Now if you want to create mask from the first occurrence onward, you need to a cumulative "or". That can be done by cumsum() the logical value and comparing the result to 1 -- at least 1 true value at or before a location will result in 1 or more at that location.
jumped = cumsum(bigjump, 1) >= 1 | cumsum(bigjump, 2) >= 1;
and then
NewArray = YourArray;
NewArray(jumped) = 0;

More Answers (1)

Image Analyst
Image Analyst on 9 Jan 2016
An alternative way is to use mathematical morphology.
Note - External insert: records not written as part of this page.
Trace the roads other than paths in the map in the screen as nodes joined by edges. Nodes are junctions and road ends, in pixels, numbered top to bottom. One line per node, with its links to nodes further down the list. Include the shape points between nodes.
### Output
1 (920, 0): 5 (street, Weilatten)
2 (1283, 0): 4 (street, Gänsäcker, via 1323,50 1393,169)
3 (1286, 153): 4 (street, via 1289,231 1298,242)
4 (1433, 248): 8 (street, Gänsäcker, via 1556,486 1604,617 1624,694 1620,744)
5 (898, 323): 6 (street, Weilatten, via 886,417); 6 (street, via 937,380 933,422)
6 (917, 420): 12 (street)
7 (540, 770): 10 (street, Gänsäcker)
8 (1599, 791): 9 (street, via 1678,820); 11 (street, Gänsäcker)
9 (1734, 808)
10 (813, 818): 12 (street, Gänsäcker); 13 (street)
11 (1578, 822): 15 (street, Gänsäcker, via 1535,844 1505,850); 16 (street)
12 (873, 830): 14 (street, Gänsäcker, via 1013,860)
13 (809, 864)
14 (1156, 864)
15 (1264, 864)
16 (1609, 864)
You can get the local min in a 3x3 (or whatever size or shape you want) using imerode()
localMin = imerode(grayImage, true(3));
% Find jumps by subtracting from the original
jumpThreshold = 32; % or whatever you want.
jumps = (grayImage - localMin) > jumpThreshold ; % This is a mask!
% Set big jump pixels to zero.
grayImage(jumps) = 0;
You could boil all that down to 2 lines of code (or even 1) if you wanted it to be super compact.
  6 Comments
Hg
Hg on 9 Jan 2016
Edited: Hg on 9 Jan 2016
I can't do that as some parts of the foreground have values close to or larger than 200. So the way I define noises is through the big jump in values.
Image Analyst
Image Analyst on 9 Jan 2016
A slight variant of what I code I gave is to use imopen(). It does an imerode() (local min) followed by imdilate() (local max). Try that also and see how it looks. Try varying the kernel size.